## SUPPLIED INFORMATION
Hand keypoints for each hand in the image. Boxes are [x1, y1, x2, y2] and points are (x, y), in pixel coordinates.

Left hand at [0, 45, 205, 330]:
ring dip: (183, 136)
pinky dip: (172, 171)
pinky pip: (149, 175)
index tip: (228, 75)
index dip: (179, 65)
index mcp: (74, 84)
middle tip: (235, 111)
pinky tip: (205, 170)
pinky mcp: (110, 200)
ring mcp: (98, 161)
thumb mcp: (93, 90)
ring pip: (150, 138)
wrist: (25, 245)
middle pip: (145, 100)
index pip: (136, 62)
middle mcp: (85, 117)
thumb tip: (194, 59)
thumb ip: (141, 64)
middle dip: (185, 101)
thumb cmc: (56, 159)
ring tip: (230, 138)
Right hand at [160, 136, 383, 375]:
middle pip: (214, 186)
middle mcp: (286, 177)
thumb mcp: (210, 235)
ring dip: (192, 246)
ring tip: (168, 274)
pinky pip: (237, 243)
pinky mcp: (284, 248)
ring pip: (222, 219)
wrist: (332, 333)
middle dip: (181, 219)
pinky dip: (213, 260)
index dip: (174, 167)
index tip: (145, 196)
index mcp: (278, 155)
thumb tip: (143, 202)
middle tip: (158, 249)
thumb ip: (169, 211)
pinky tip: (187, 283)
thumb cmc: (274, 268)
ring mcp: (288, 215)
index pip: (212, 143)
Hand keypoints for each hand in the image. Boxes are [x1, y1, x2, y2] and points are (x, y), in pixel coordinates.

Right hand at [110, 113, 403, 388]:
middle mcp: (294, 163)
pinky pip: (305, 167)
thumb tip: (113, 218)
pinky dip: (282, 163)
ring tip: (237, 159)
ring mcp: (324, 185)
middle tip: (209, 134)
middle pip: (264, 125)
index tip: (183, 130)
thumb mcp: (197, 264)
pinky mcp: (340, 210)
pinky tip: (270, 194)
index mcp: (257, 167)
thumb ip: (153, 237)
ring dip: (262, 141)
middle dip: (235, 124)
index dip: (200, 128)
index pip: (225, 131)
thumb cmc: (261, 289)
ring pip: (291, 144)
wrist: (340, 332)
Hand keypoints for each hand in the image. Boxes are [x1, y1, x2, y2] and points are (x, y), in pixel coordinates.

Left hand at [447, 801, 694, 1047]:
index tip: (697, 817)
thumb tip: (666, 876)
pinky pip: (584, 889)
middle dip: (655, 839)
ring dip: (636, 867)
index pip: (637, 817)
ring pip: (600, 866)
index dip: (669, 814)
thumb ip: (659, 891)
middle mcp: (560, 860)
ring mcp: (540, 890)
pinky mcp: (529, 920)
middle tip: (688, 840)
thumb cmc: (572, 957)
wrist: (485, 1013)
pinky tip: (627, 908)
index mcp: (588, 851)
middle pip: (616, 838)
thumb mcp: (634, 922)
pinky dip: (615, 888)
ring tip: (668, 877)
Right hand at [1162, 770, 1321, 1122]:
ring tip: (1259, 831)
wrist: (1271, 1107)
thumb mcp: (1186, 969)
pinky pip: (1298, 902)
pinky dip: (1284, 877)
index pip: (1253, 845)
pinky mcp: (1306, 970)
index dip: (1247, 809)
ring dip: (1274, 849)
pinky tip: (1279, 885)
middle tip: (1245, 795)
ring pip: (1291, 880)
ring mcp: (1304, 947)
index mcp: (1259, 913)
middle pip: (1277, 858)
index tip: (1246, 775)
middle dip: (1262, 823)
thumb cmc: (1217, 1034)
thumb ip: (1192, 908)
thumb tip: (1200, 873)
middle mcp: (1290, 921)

## PROBLEM STATEMENT
Would you transcribe every entry exactly?

## RESPONSE
Hand keypoints for each hand in the image. Boxes are [x1, y1, x2, y2] and points are (x, y), in pixel coordinates.

Left hand at [0, 45, 205, 330]:
ring dip: (183, 136)
pinky dip: (172, 171)
pinky pip: (149, 175)
index tip: (228, 75)
index dip: (179, 65)
index mcp: (74, 84)
middle tip: (235, 111)
pinky tip: (205, 170)
pinky mcp: (110, 200)
ring mcp: (98, 161)
thumb mcp: (93, 90)
ring pip: (150, 138)
wrist: (25, 245)
middle pip: (145, 100)
index pip: (136, 62)
middle mcp: (85, 117)
thumb tip: (194, 59)
thumb ip: (141, 64)
middle dip: (185, 101)
thumb cmc: (56, 159)
ring tip: (230, 138)
Right hand at [160, 136, 383, 375]:
middle pip: (214, 186)
middle mcp: (286, 177)
thumb mcp: (210, 235)
ring dip: (192, 246)
ring tip: (168, 274)
pinky pip: (237, 243)
pinky mcp: (284, 248)
ring pip: (222, 219)
wrist: (332, 333)
middle dip: (181, 219)
pinky dip: (213, 260)
index dip: (174, 167)
index tip: (145, 196)
index mcp: (278, 155)
thumb tip: (143, 202)
middle tip: (158, 249)
thumb ip: (169, 211)
pinky tip: (187, 283)
thumb cmc: (274, 268)
ring mcp: (288, 215)
index pip: (212, 143)
Hand keypoints for each hand in the image. Boxes are [x1, y1, x2, y2] and points are (x, y), in pixel coordinates.

Right hand at [110, 113, 403, 388]:
middle mcp: (294, 163)
pinky pip: (305, 167)
thumb tip: (113, 218)
pinky dip: (282, 163)
ring tip: (237, 159)
ring mcp: (324, 185)
middle tip: (209, 134)
middle pip: (264, 125)
index tip: (183, 130)
thumb mcp: (197, 264)
pinky mcp: (340, 210)
pinky tip: (270, 194)
index mcp: (257, 167)
thumb ip: (153, 237)
ring dip: (262, 141)
middle dip: (235, 124)
index dip: (200, 128)
index pip: (225, 131)
thumb cmc: (261, 289)
ring pip: (291, 144)
wrist: (340, 332)
Hand keypoints for each hand in the image. Boxes are [x1, y1, x2, y2] and points are (x, y), in pixel coordinates.

Left hand at [447, 801, 694, 1047]:
index tip: (697, 817)
thumb tip: (666, 876)
pinky pip: (584, 889)
middle dip: (655, 839)
ring dip: (636, 867)
index pip: (637, 817)
ring pip: (600, 866)
index dip: (669, 814)
thumb ip: (659, 891)
middle mcp: (560, 860)
ring mcp: (540, 890)
pinky mcp: (529, 920)
middle tip: (688, 840)
thumb cmc: (572, 957)
wrist: (485, 1013)
pinky tip: (627, 908)
index mcp: (588, 851)
middle pip: (616, 838)
thumb mcp: (634, 922)
pinky dip: (615, 888)
ring tip: (668, 877)
Right hand at [1162, 770, 1321, 1122]:
ring tip: (1259, 831)
wrist: (1271, 1107)
thumb mcp: (1186, 969)
pinky pip: (1298, 902)
pinky dip: (1284, 877)
index pip: (1253, 845)
pinky mcp: (1306, 970)
index dip: (1247, 809)
ring dip: (1274, 849)
pinky tip: (1279, 885)
middle tip: (1245, 795)
ring pip: (1291, 880)
ring mcp: (1304, 947)
index mcp: (1259, 913)
middle pip: (1277, 858)
index tip: (1246, 775)
middle dip: (1262, 823)
thumb cmc: (1217, 1034)
thumb ip: (1192, 908)
thumb tip: (1200, 873)
middle mcp: (1290, 921)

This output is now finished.